─── Records shown

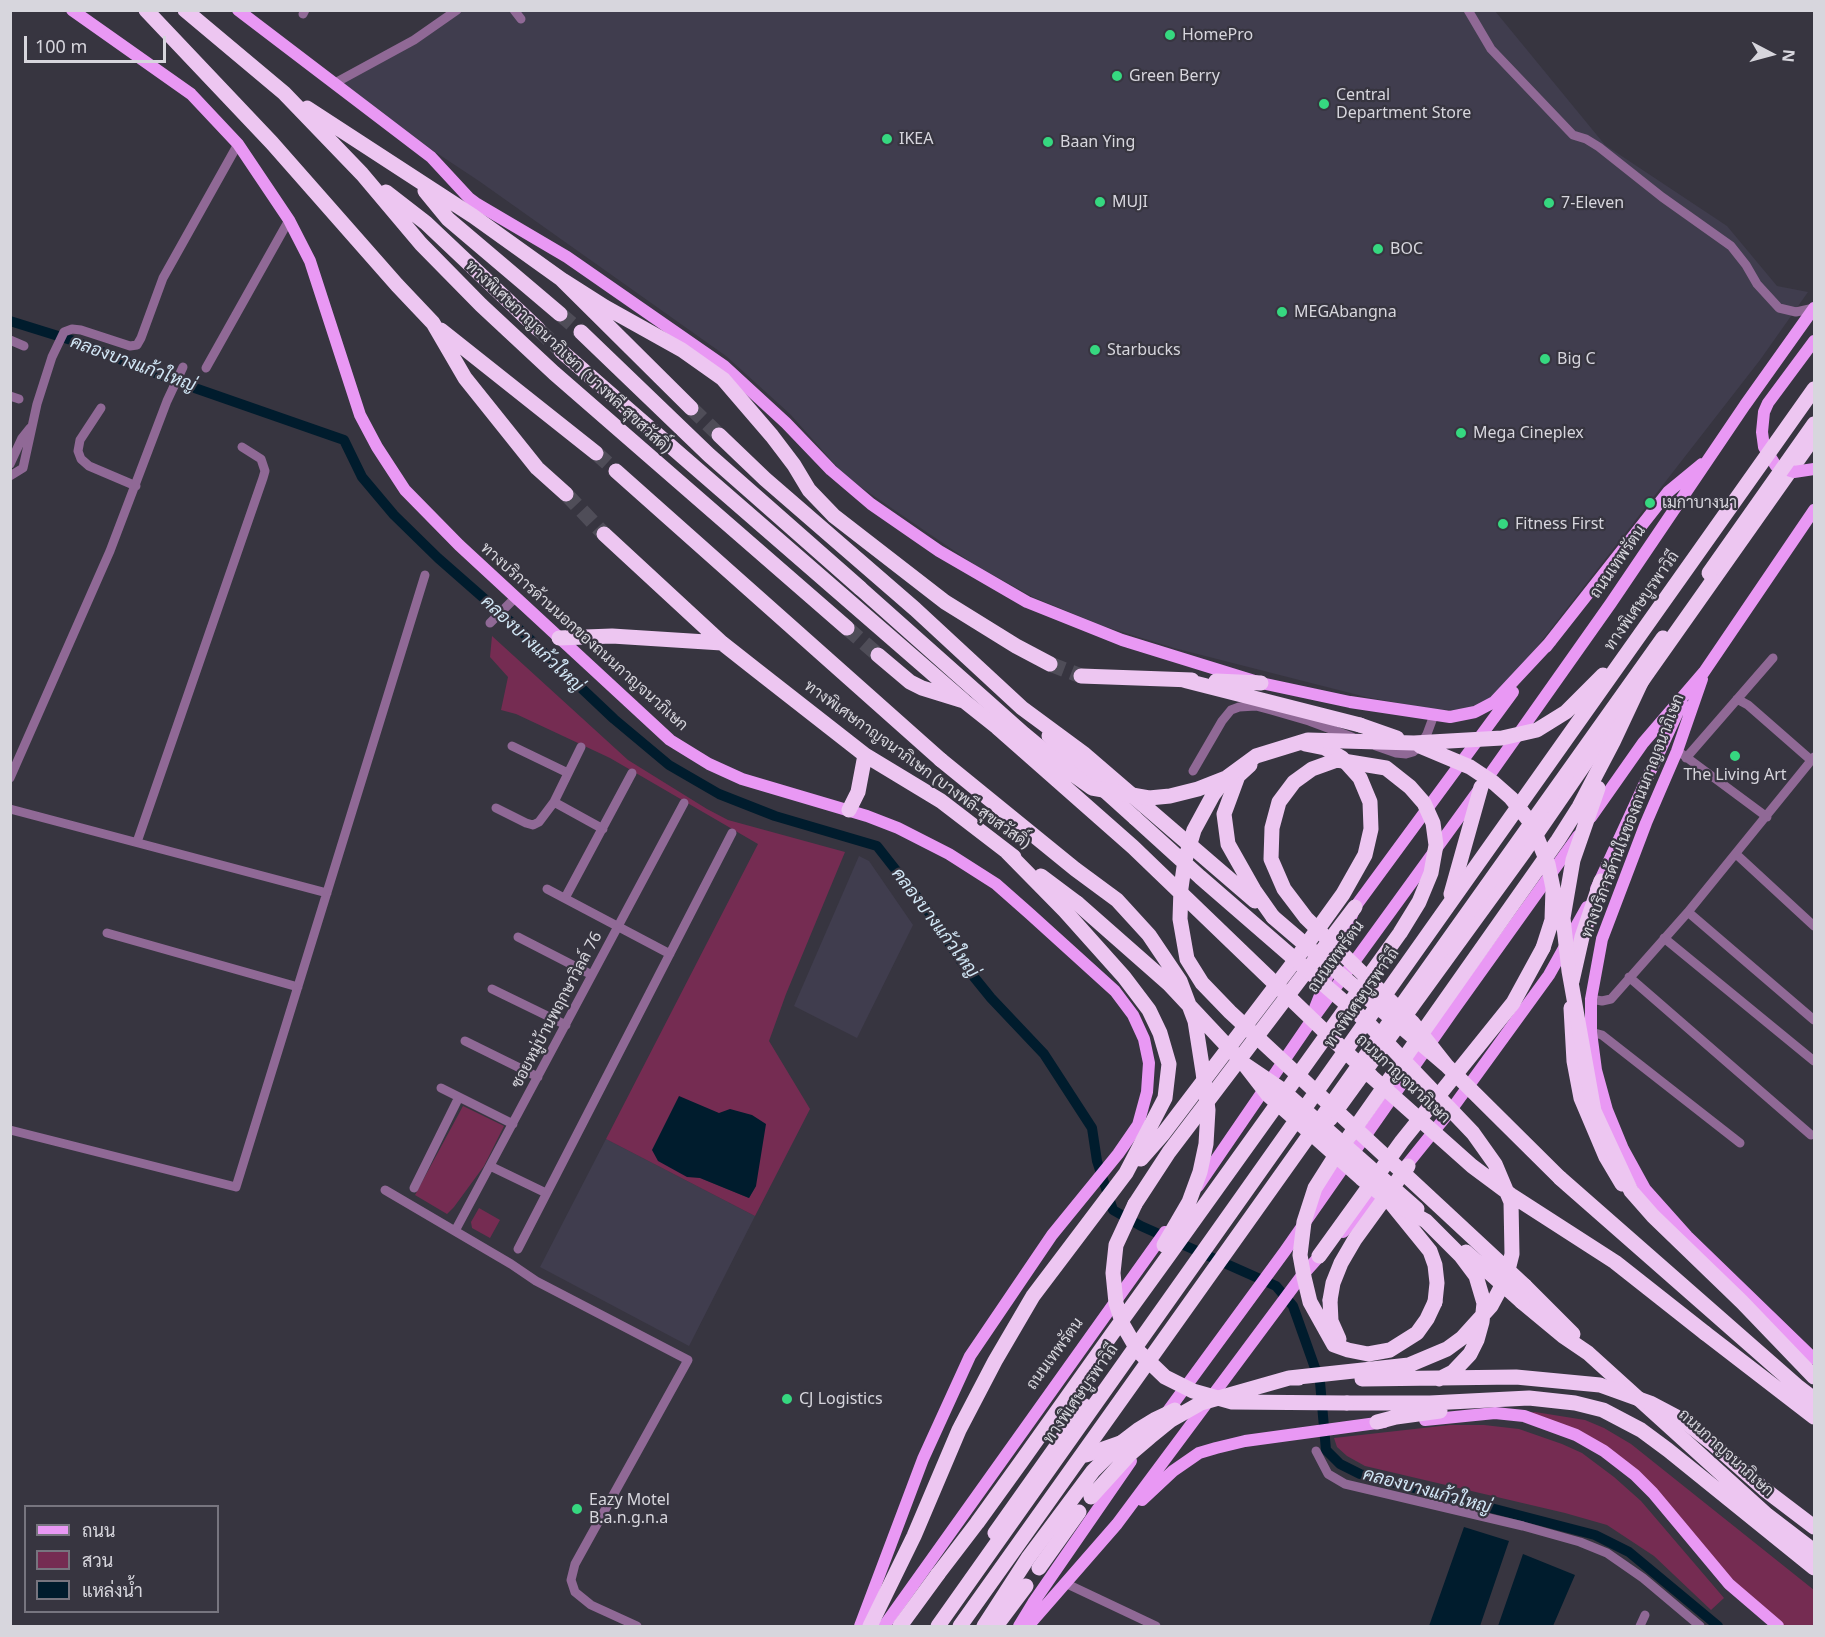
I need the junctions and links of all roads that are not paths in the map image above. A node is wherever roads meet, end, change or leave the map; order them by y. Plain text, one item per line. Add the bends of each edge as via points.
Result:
1 (72, 10) edge
2 (146, 10) edge
3 (185, 10) edge
4 (238, 10) edge
5 (458, 10) edge
6 (514, 10) edge
7 (1468, 10) edge
8 (521, 19) dead end
9 (335, 83) junction
10 (284, 93) junction
11 (238, 144) junction
12 (362, 174) junction
13 (417, 181) junction
14 (289, 220) junction
15 (561, 279) junction
16 (1814, 308) edge
17 (560, 314) tunnel mouth
18 (433, 323) junction
19 (538, 329) tunnel mouth
20 (581, 332) tunnel mouth
21 (10, 340) edge
22 (1815, 341) edge
23 (24, 346) dead end
24 (561, 351) tunnel mouth
25 (206, 368) dead end
26 (182, 369) dead end
27 (1815, 379) edge
28 (1815, 389) edge
29 (101, 408) dead end
30 (691, 408) tunnel mouth
31 (1815, 424) edge
32 (31, 426) junction
33 (719, 435) tunnel mouth
34 (1815, 437) edge
35 (242, 447) dead end
36 (596, 453) tunnel mouth
37 (1714, 453) junction
38 (10, 464) edge
39 (1815, 469) edge
40 (616, 471) tunnel mouth
41 (10, 476) edge
42 (136, 486) junction
43 (566, 494) tunnel mouth
44 (1815, 510) edge
45 (603, 534) tunnel mouth
46 (425, 575) dead end
47 (516, 597) junction
48 (490, 623) dead end
49 (1646, 627) junction
50 (847, 628) tunnel mouth
51 (559, 638) junction
52 (1663, 638) junction
53 (1551, 641) junction
54 (722, 643) junction
55 (878, 655) tunnel mouth
56 (1773, 658) dead end
57 (1050, 664) tunnel mouth
58 (1704, 672) junction
59 (1082, 676) tunnel mouth
60 (1183, 680) junction
61 (1261, 683) junction
62 (1688, 690) junction
63 (1737, 699) junction
64 (964, 701) junction
65 (1434, 715) junction
66 (1613, 742) junction
67 (512, 746) dead end
68 (581, 747) dead end
69 (1682, 754) junction
70 (865, 755) junction
71 (1813, 759) edge
72 (1193, 771) dead end
73 (632, 773) dead end
74 (568, 774) junction
75 (10, 778) edge
76 (1226, 778) junction
77 (1481, 787) junction
78 (554, 802) junction
79 (684, 803) dead end
80 (496, 808) dead end
81 (10, 809) edge
82 (849, 810) junction
83 (1140, 812) junction
84 (1767, 817) junction
85 (603, 829) junction
86 (732, 833) dead end
87 (137, 842) junction
88 (1007, 852) junction
89 (1736, 854) junction
90 (1601, 881) junction
91 (547, 889) dead end
92 (327, 892) junction
93 (1451, 894) junction
94 (565, 898) junction
95 (1077, 903) joint
96 (1354, 907) junction
97 (1689, 912) junction
98 (1273, 917) junction
99 (1814, 924) edge
100 (618, 926) junction
101 (107, 933) dead end
102 (518, 937) dead end
103 (1664, 938) junction
104 (670, 954) junction
105 (592, 975) junction
106 (1629, 977) junction
107 (298, 987) junction
108 (492, 989) dead end
109 (1591, 999) junction
110 (1815, 1020) edge
111 (1309, 1024) junction
112 (566, 1025) junction
113 (1591, 1032) junction
114 (465, 1041) dead end
115 (1815, 1061) edge
116 (1244, 1064) junction
117 (1446, 1065) junction
118 (538, 1077) junction
119 (441, 1088) dead end
120 (459, 1097) junction
121 (513, 1124) junction
122 (10, 1130) edge
123 (1811, 1135) dead end
124 (1740, 1143) dead end
125 (490, 1166) junction
126 (1408, 1166) junction
127 (1126, 1173) junction
128 (414, 1188) dead end
129 (385, 1190) dead end
130 (546, 1193) junction
131 (1390, 1201) junction
132 (455, 1231) junction
133 (518, 1249) dead end
134 (1319, 1256) junction
135 (1588, 1353) junction
136 (1815, 1359) edge
137 (1815, 1377) edge
138 (1289, 1378) junction
139 (1815, 1382) edge
140 (1529, 1398) junction
141 (1815, 1399) edge
142 (1202, 1403) junction
143 (1815, 1417) edge
144 (1377, 1422) junction
145 (1152, 1433) junction
146 (1316, 1451) dead end
147 (1086, 1455) junction
148 (1091, 1497) dead end
149 (1079, 1512) dead end
150 (1118, 1524) junction
151 (1815, 1527) edge
152 (1815, 1551) edge
153 (1039, 1568) dead end
154 (1815, 1568) edge
155 (938, 1574) junction
156 (1065, 1582) junction
157 (1026, 1586) dead end
158 (1645, 1615) dead end
159 (637, 1626) edge
160 (860, 1626) edge
161 (870, 1626) edge
162 (884, 1626) edge
163 (900, 1626) edge
164 (930, 1626) edge
165 (938, 1626) edge
166 (962, 1626) edge
167 (984, 1626) edge
168 (996, 1626) edge
169 (1019, 1626) edge
170 (1028, 1626) edge
171 (1156, 1626) edge
172 (1640, 1626) edge
173 (1700, 1626) edge
174 (1778, 1626) edge

1 - 11 main road, ทางบริการด้านนอกของถนนกาญจนาภิเษก via 190,94
2 - 18 highway
3 - 10 highway, ทางพิเศษกาญจนาภิเษก (บางพลี-สุขสวัสดิ์)
4 - 9 main road
5 - 9 street via 414,40
6 - 8 street
7 - 16 street via 1498,56 1573,135 1599,147 1731,246 1779,308 1796,312
9 - 61 main road via 431,157 477,204 567,257 724,366 831,470 871,504 939,551 1027,602 1122,640
10 - 12 highway, ทางพิเศษกาญจนาภิเษก (บางพลี-สุขสวัสดิ์)
10 - 13 highway, ทางพิเศษกาญจนาภิเษก (บางพลี-สุขสวัสดิ์)
11 - 14 main road, ทางบริการด้านนอกของถนนกาญจนาภิเษก
11 - 32 street via 164,278 136,345 72,328 64,332 52,357
12 - 19 highway via 426,223
12 - 50 highway, ทางพิเศษกาญจนาภิเษก (บางพลี-สุขสวัสดิ์) via 421,244 481,305
13 - 15 highway, ทางพิเศษกาญจนาภิเษก (บางพลี-สุขสวัสดิ์)
13 - 17 highway, ทางพิเศษกาญจนาภิเษก (บางพลี-สุขสวัสดิ์) via 448,219
14 - 25 street
14 - 47 main road, ทางบริการด้านนอกของถนนกาญจนาภิเษก via 310,261 360,415 377,447 405,490
15 - 30 highway, ทางพิเศษกาญจนาภิเษก (บางพลี-สุขสวัสดิ์)
15 - 57 highway via 682,350 723,379 772,436 809,490 834,516 945,602
16 - 37 main road, ถนนเทพรัตน
18 - 36 highway
18 - 43 highway via 465,378 537,468
20 - 76 highway, ทางพิเศษกาญจนาภิเษก (บางพลี-สุขสวัสดิ์), bridge via 709,455 1024,734 1092,788 1149,798 1198,789
21 - 23 street
22 - 39 main road, bridge via 1768,403 1762,432 1764,447 1776,466 1794,472
24 - 64 highway
26 - 42 street
27 - 93 highway
28 - 49 highway, ทางพิเศษบูรพาวิถี, bridge
29 - 42 street via 80,441 81,459
31 - 52 highway, bridge
32 - 38 street
32 - 41 street via 23,468
33 - 83 highway via 1022,708 1075,764
34 - 147 highway, bridge via 1524,852 1218,1268
35 - 87 street via 261,459 265,471
37 - 53 main road via 1668,492
37 - 77 main road, ถนนเทพรัตน
40 - 155 highway, bridge via 941,760 1117,900 1149,935 1180,981 1195,1022 1208,1110 1206,1144 1189,1202 1176,1226 969,1519
42 - 75 street
44 - 58 main road
45 - 54 highway, ทางพิเศษกาญจนาภิเษก (บางพลี-สุขสวัสดิ์)
46 - 92 street
47 - 48 street
47 - 51 main road, ทางบริการด้านนอกของถนนกาญจนาภิเษก
49 - 76 highway, bridge via 1566,712 1537,730 1502,738 1426,743 1308,740 1256,756
49 - 165 highway, ทางพิเศษบูรพาวิถี, bridge
51 - 54 highway via 612,636
51 - 82 main road, ทางบริการด้านนอกของถนนกาญจนาภิเษก via 670,740 709,764 742,779
52 - 66 highway, bridge
52 - 166 highway, bridge
53 - 65 main road via 1494,702 1466,714
53 - 96 main road
54 - 70 highway, ทางพิเศษกาญจนาภิเษก (บางพลี-สุขสวัสดิ์)
55 - 64 highway via 910,682
56 - 63 street
58 - 62 main road
58 - 69 main road, ทางบริการด้านในของถนนกาญจนาภิเษก
59 - 60 highway
60 - 61 highway
60 - 134 highway, bridge via 1360,725 1470,767 1494,783 1531,823 1548,864 1553,888 1552,920 1543,948 1513,1003 1427,1108
61 - 65 main road
62 - 90 main road
62 - 145 main road via 1643,743
63 - 69 street
63 - 71 street
64 - 143 highway, ถนนกาญจนาภิเษก, bridge via 1133,847 1372,1077 1472,1166 1615,1262
65 - 72 street via 1419,747 1406,754 1281,712 1256,706 1239,707 1222,721
66 - 131 highway, bridge via 1558,840 1315,1188 1304,1222 1300,1255 1304,1277 1320,1323 1334,1345 1348,1350 1368,1354 1390,1350 1417,1333 1435,1302 1437,1282 1430,1251
66 - 137 highway, bridge via 1573,860 1563,918 1594,1111 1631,1191
67 - 74 street
68 - 74 street
69 - 84 street
69 - 109 main road, ทางบริการด้านในของถนนกาญจนาภิเษก via 1646,823 1602,939
70 - 82 highway via 858,792
70 - 88 highway, ทางพิเศษกาญจนาภิเษก (บางพลี-สุขสวัสดิ์) via 941,801
71 - 84 street
73 - 85 street
74 - 78 street
76 - 135 highway, bridge via 1198,822 1185,860 1180,919 1186,959 1202,984 1230,1012 1525,1286 1569,1328
77 - 93 highway
77 - 111 main road, ถนนเทพรัตน
78 - 80 street via 533,825
78 - 85 street
79 - 100 street, ซอยหมู่บ้านพฤกษาวิลล์ 76
81 - 87 street
82 - 160 main road, ทางบริการด้านนอกของถนนกาญจนาภิเษก via 898,828 996,884 1115,991 1137,1023 1149,1063 1147,1092 1138,1125 1052,1235 970,1356 922,1459
83 - 98 highway
83 - 138 highway, bridge via 1200,877 1366,1021 1473,1133 1495,1164 1511,1202 1512,1254 1506,1278 1491,1306 1455,1344 1409,1365
84 - 89 street
85 - 94 street
86 - 104 street
87 - 92 street
88 - 95 highway, ทางพิเศษกาญจนาภิเษก (บางพลี-สุขสวัสดิ์)
88 - 127 highway via 1124,976 1160,1033 1169,1064 1165,1098
89 - 97 street
89 - 99 street
90 - 126 main road via 1549,975
90 - 139 highway via 1572,978 1574,1061 1581,1098 1593,1129 1626,1192
91 - 94 street
92 - 107 street
93 - 164 highway
94 - 100 street
95 - 116 highway, ถนนกาญจนาภิเษก, bridge via 1169,984
96 - 111 main road
96 - 140 highway, bridge via 1169,1152 1135,1204 1116,1245 1113,1273 1123,1325 1138,1351 1165,1377 1193,1391 1232,1402 1430,1403
97 - 103 street
97 - 110 street
98 - 117 highway, bridge
98 - 127 highway via 1228,844 1224,814 1238,776 1259,758 1277,748 1303,744 1325,748 1342,758 1360,778 1370,802 1371,829 1365,855 1343,894 1294,962 1163,1134
100 - 104 street
100 - 105 street, ซอยหมู่บ้านพฤกษาวิลล์ 76
101 - 107 street
102 - 105 street
103 - 106 street
103 - 115 street
104 - 130 street
105 - 112 street, ซอยหมู่บ้านพฤกษาวิลล์ 76
106 - 109 street via 1611,999
106 - 123 street
107 - 122 street via 236,1187
108 - 112 street
109 - 113 main road, ทางบริการด้านในของถนนกาญจนาภิเษก
111 - 162 main road, ถนนเทพรัตน
112 - 118 street, ซอยหมู่บ้านพฤกษาวิลล์ 76
113 - 124 street via 1602,1035
113 - 136 main road, ทางบริการด้านในของถนนกาญจนาภิเษก via 1607,1110 1645,1189 1687,1236
114 - 118 street
116 - 131 highway, bridge via 1268,1095
116 - 135 highway, ถนนกาญจนาภิเษก, bridge via 1281,1089 1522,1302
117 - 141 highway, bridge via 1560,1178
117 - 155 highway, bridge via 1412,1022 1372,982 1363,974 1306,918 1284,889 1271,859 1272,828 1279,802 1294,782 1312,769 1337,760 1386,768 1424,803 1433,823 1436,845 1431,873 1419,902 1400,933 1386,952 1372,972 1365,982
118 - 121 street, ซอยหมู่บ้านพฤกษาวิลล์ 76
119 - 120 street
120 - 121 street
120 - 128 street
121 - 125 street, ซอยหมู่บ้านพฤกษาวิลล์ 76
125 - 130 street
125 - 132 street, ซอยหมู่บ้านพฤกษาวิลล์ 76
126 - 131 highway, bridge via 1341,1263 1330,1300 1331,1321 1343,1353 1366,1375 1405,1387 1428,1384 1453,1372 1470,1354 1482,1322 1484,1303 1476,1276 1461,1256 1426,1221
126 - 134 main road
127 - 161 highway via 1034,1296 995,1361 959,1430
129 - 132 street
130 - 133 street
132 - 159 street via 536,1281 688,1360 575,1564 571,1580 575,1593 591,1605
134 - 150 main road
135 - 152 highway, ถนนกาญจนาภิเษก via 1767,1515
138 - 142 highway, bridge
138 - 151 highway, bridge via 1516,1377 1600,1384 1684,1421
140 - 144 highway
140 - 154 highway via 1593,1407 1631,1424
142 - 148 highway, bridge via 1150,1437
142 - 167 highway, bridge via 1156,1419 1107,1457 1028,1558
144 - 150 main road via 1245,1441 1199,1453 1173,1471
144 - 174 main road via 1495,1413 1524,1416 1576,1435 1635,1475 1729,1584
145 - 147 highway
145 - 169 main road
146 - 173 street via 1328,1474 1345,1484 1523,1526 1606,1552
147 - 166 highway
149 - 153 highway
150 - 156 main road
155 - 163 highway
156 - 170 main road
156 - 171 street
157 - 168 highway
158 - 172 street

──────

Which of the lines in the listing above include "านในของถนนกาญจนาภ"? Report each of them.

58 - 69 main road, ทางบริการด้านในของถนนกาญจนาภิเษก
69 - 109 main road, ทางบริการด้านในของถนนกาญจนาภิเษก via 1646,823 1602,939
109 - 113 main road, ทางบริการด้านในของถนนกาญจนาภิเษก
113 - 136 main road, ทางบริการด้านในของถนนกาญจนาภิเษก via 1607,1110 1645,1189 1687,1236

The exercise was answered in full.